A number of farmers and farmer organization have come together under the banner of Alliance for Sustainable and Holistic Agriculture (ASHA, which literally means hope in many Indian languages) and are touring across the country. The
Kisan Swaraj Yatra started on 2 October 2010, Mahatma Gandhi's 141st birthday, from Sabarmati, the same place from where
Mahatma Gandhi had started his famous salt sayagraha or Dandi march on 12 March 1930. It will end on 11 December 2010 at Rajghat, New Delhi after having traveled across 20 states.
Today, on 29th October 2010, the yatra has traversed Gujarat, Madhya Pradesh, Maharashtra, Goa, Karnataka, Puducherry and Tamil Nadu and now reached
Tamil Nadu Agriculture University, Coimbatore, a collaborating institute with Monsanto. Farmers' protested by donating money, which the authorities did not accept. The yatris message for the scientists is to take up research that benefit farmers and not the agribusiness corporations.

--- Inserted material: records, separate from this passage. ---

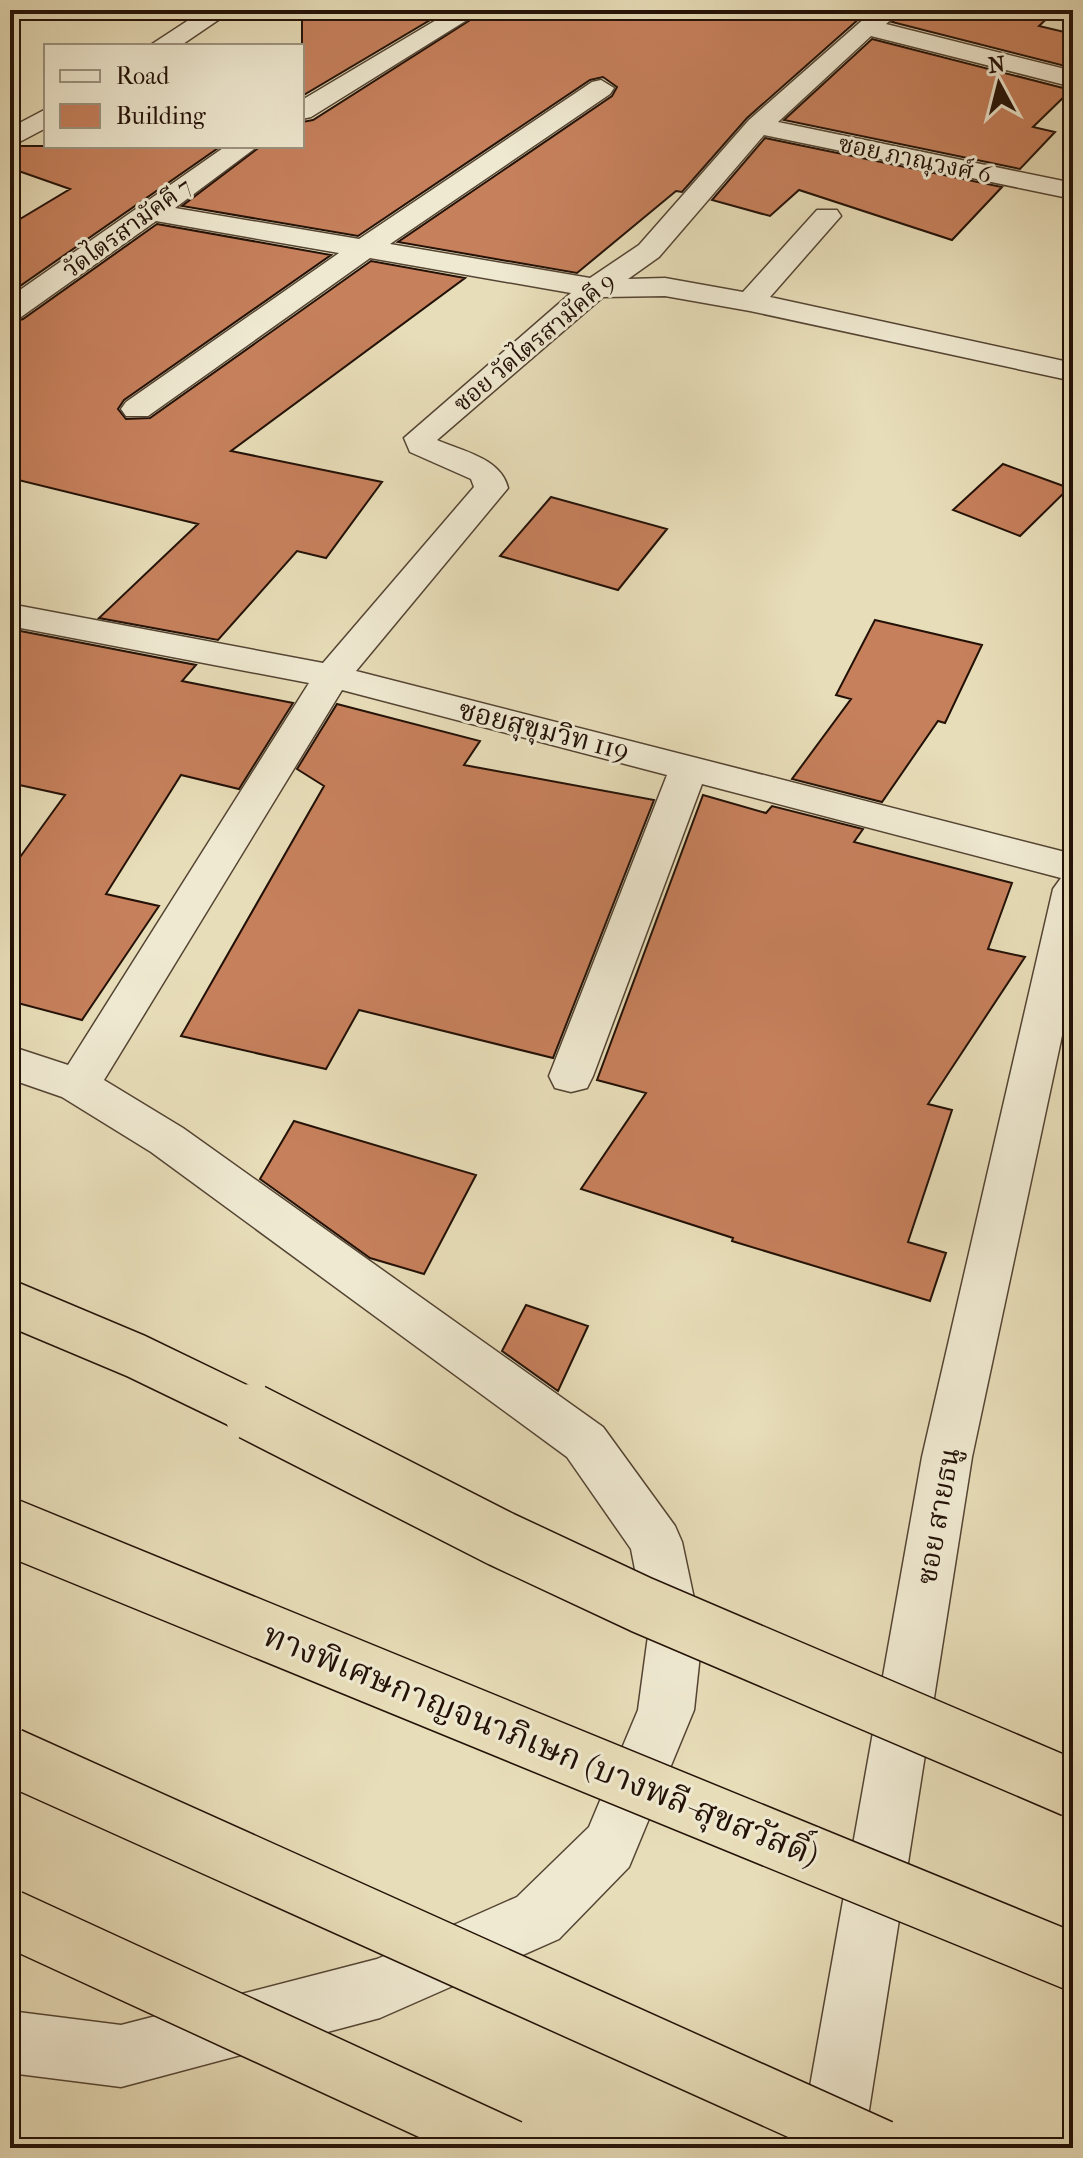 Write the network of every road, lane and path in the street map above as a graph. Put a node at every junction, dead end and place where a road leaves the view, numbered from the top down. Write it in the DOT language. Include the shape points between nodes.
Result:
graph roads {
  1 [pos="221,10"];
  2 [pos="471,10"];
  3 [pos="878,18"];
  4 [pos="165,44"];
  5 [pos="1073,79"];
  6 [pos="601,88"];
  7 [pos="304,110"];
  8 [pos="44,118"];
  9 [pos="758,126"];
  10 [pos="10,139"];
  11 [pos="241,148"];
  12 [pos="1073,191"];
  13 [pos="150,212"];
  14 [pos="827,216"];
  15 [pos="364,251"];
  16 [pos="595,288"];
  17 [pos="750,302"];
  18 [pos="10,311"];
  19 [pos="1073,372"];
  20 [pos="137,409"];
  21 [pos="10,615"];
  22 [pos="332,676"];
  23 [pos="689,767"];
  24 [pos="1073,868"];
  25 [pos="1073,889"];
  26 [pos="10,1062"];
  27 [pos="571,1076"];
  28 [pos="78,1085"];
  29 [pos="10,1303"];
  30 [pos="10,1527"];
  31 [pos="10,1756"];
  32 [pos="1073,1789"];
  33 [pos="10,1918"];
  34 [pos="1073,1962"];
  35 [pos="10,2042"];
  36 [pos="510,2148"];
  37 [pos="831,2148"];
  38 [pos="881,2148"];
  1 -- 4 [label="street"];
  2 -- 7 [label="street"];
  3 -- 5 [label="street"];
  3 -- 9 [label="street, ซอย วัดไตรสามัคคี 9"];
  6 -- 15 [label="street"];
  8 -- 10 [label="street"];
  9 -- 12 [label="street, ซอย ภาณุวงศ์ 6"];
  9 -- 16 [label="street, ซอย วัดไตรสามัคคี 9" via="649,251"];
  11 -- 13 [label="street, วัดไตรสามัคคี 7"];
  13 -- 15 [label="street"];
  13 -- 18 [label="street, วัดไตรสามัคคี 7"];
  14 -- 17 [label="street"];
  15 -- 16 [label="street"];
  15 -- 20 [label="street"];
  16 -- 17 [label="street" via="665,287"];
  16 -- 22 [label="street, ซอย วัดไตรสามัคคี 9" via="420,438 421,445 483,472 491,488"];
  17 -- 19 [label="street"];
  21 -- 22 [label="street, ซอยสุขุมวิท 119"];
  22 -- 23 [label="street, ซอยสุขุมวิท 119"];
  22 -- 28 [label="street"];
  23 -- 24 [label="street, ซอยสุขุมวิท 119"];
  23 -- 27 [label="street"];
  25 -- 37 [label="street, ซอย สายธนู" via="947,1457"];
  26 -- 28 [label="street"];
  28 -- 35 [label="street" via="167,1140 585,1442 656,1542 675,1636 666,1710 609,1847 538,1918 380,1988 121,2056"];
  29 -- 32 [label="highway, bridge" via="175,1373 639,1604"];
  30 -- 34 [label="highway, ทางพิเศษกาญจนาภิเษก (บางพลี-สุขสวัสดิ์), bridge"];
  31 -- 38 [label="highway, bridge"];
  33 -- 36 [label="highway, bridge"];
}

Farmers in their march as part of Kisan Swaraj Yatra protest against the Tamil Nadu Agriculture University's collaboration with Monsanto.
Kisam Swaraj Yatra
The overwhelming message from farmers and non-farmers, rural and urban areas, is that such a large mobilization to save Indian agriculture is the crying need today. The Yatra is raising issues like support systems for farmers, remunerative prices, control over seeds, land and other resources, forced displacement and the vicious cycle of high-cost chemical agriculture. The yatra has had Ministers in Madhya Pradesh and Karnataka endorsing the demands, farmers taking out bullock-cart rallies, promising resolutely to be annadatas (providers of food) in the face of adversity and land-grabbing, adivasi (tribal) children laying out their vision of sustainable development, film personalities coming out in support, shopkeepers and transport officials donating money to keep the yatra going.

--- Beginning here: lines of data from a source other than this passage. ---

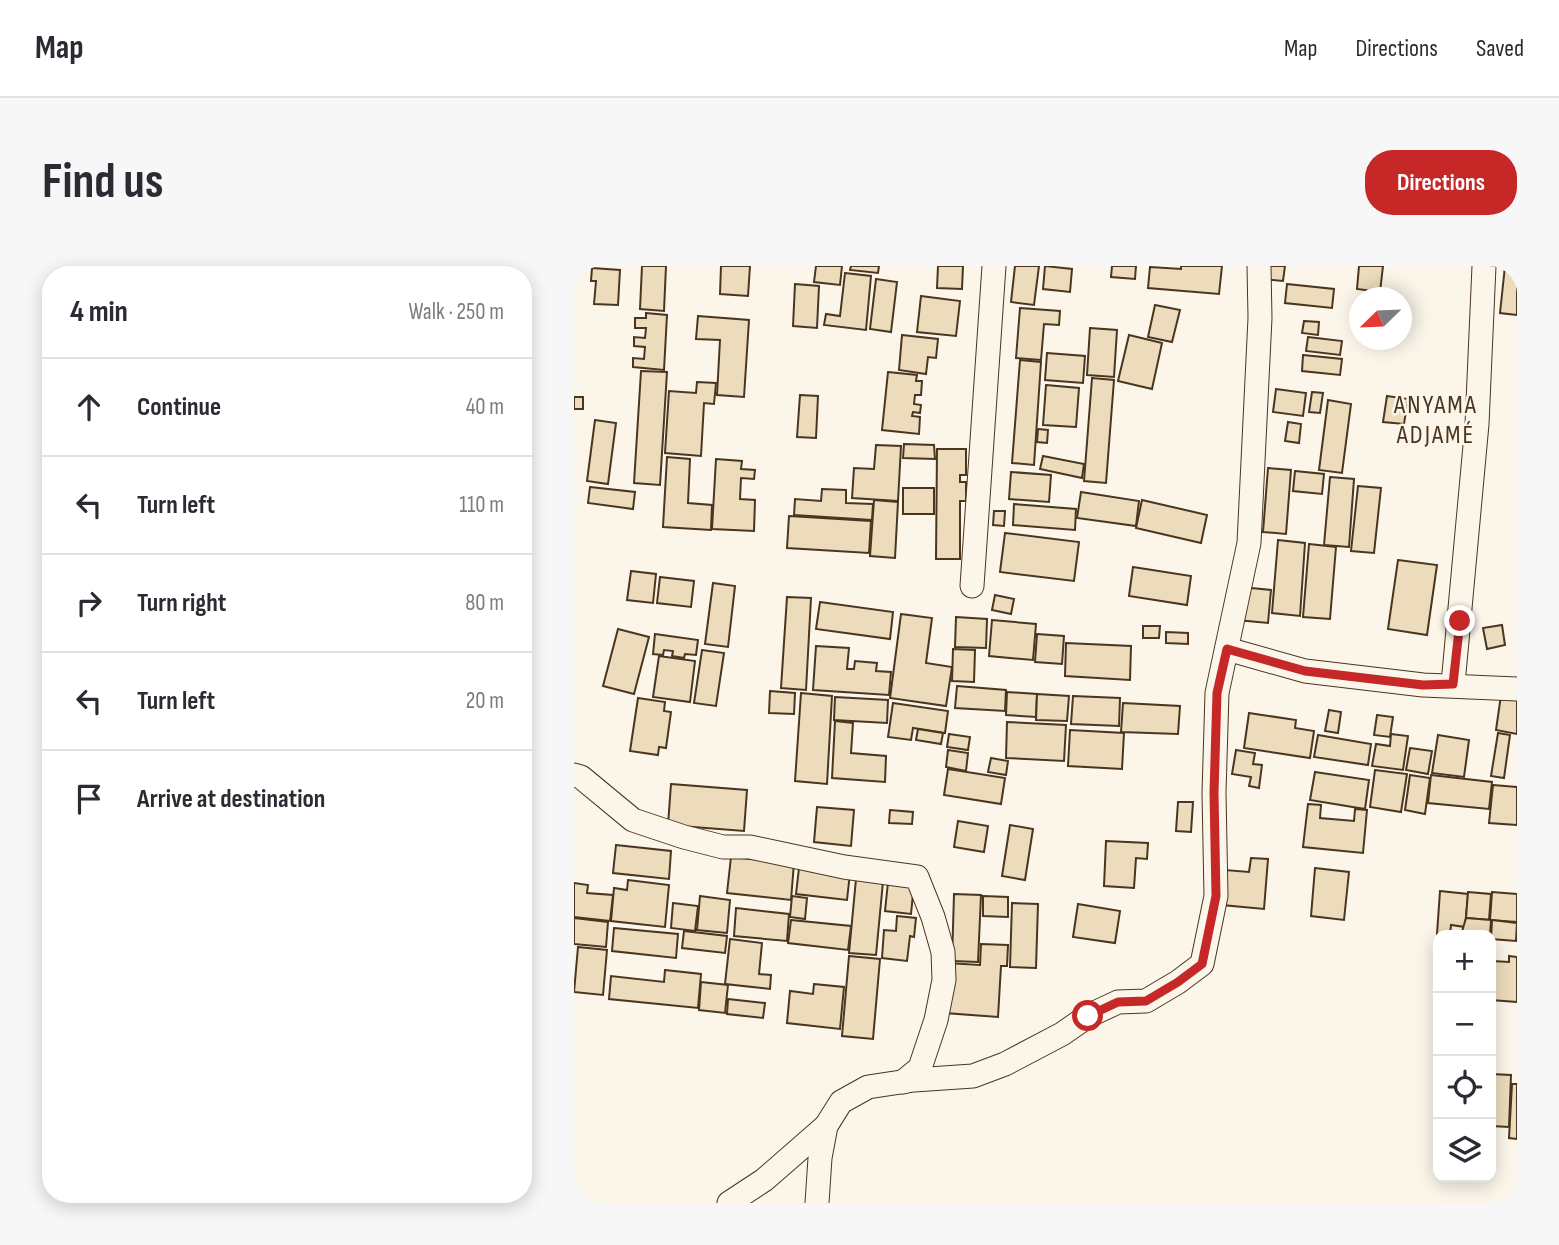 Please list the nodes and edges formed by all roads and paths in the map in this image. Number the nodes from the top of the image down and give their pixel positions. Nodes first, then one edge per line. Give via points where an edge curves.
1 (994, 266) edge
2 (1259, 266) edge
3 (1484, 266) edge
4 (972, 586) dead end
5 (1227, 649) junction
6 (1453, 684) junction
7 (1517, 688) edge
8 (574, 775) edge
9 (903, 1082) junction
10 (826, 1126) junction
11 (729, 1203) edge
12 (817, 1203) edge

1 - 4 street
2 - 5 street via 1249,543
3 - 6 street via 1477,424
5 - 6 street via 1305,671 1423,685
5 - 9 street via 1217,693 1216,896 1202,964 1146,1001 1118,1002 1005,1064 973,1076
6 - 7 street
8 - 9 street via 633,820 684,837 918,877 943,952 944,980 920,1068
9 - 10 street via 868,1087 841,1102
10 - 11 street via 764,1180
10 - 12 street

To support their call, you may have a look at their
petition to the Indian government.
The Kisan Swaraj Yatra is an initiative to strike out a new path in agriculture, which provides a dignified livelihood to all our farmers and farmworkers, and keeps our soil alive and our food and water healthy.
It questions the ethos that "there is no alternative" and throws upon a world of possibilities where "many alternatives exist" (MAE).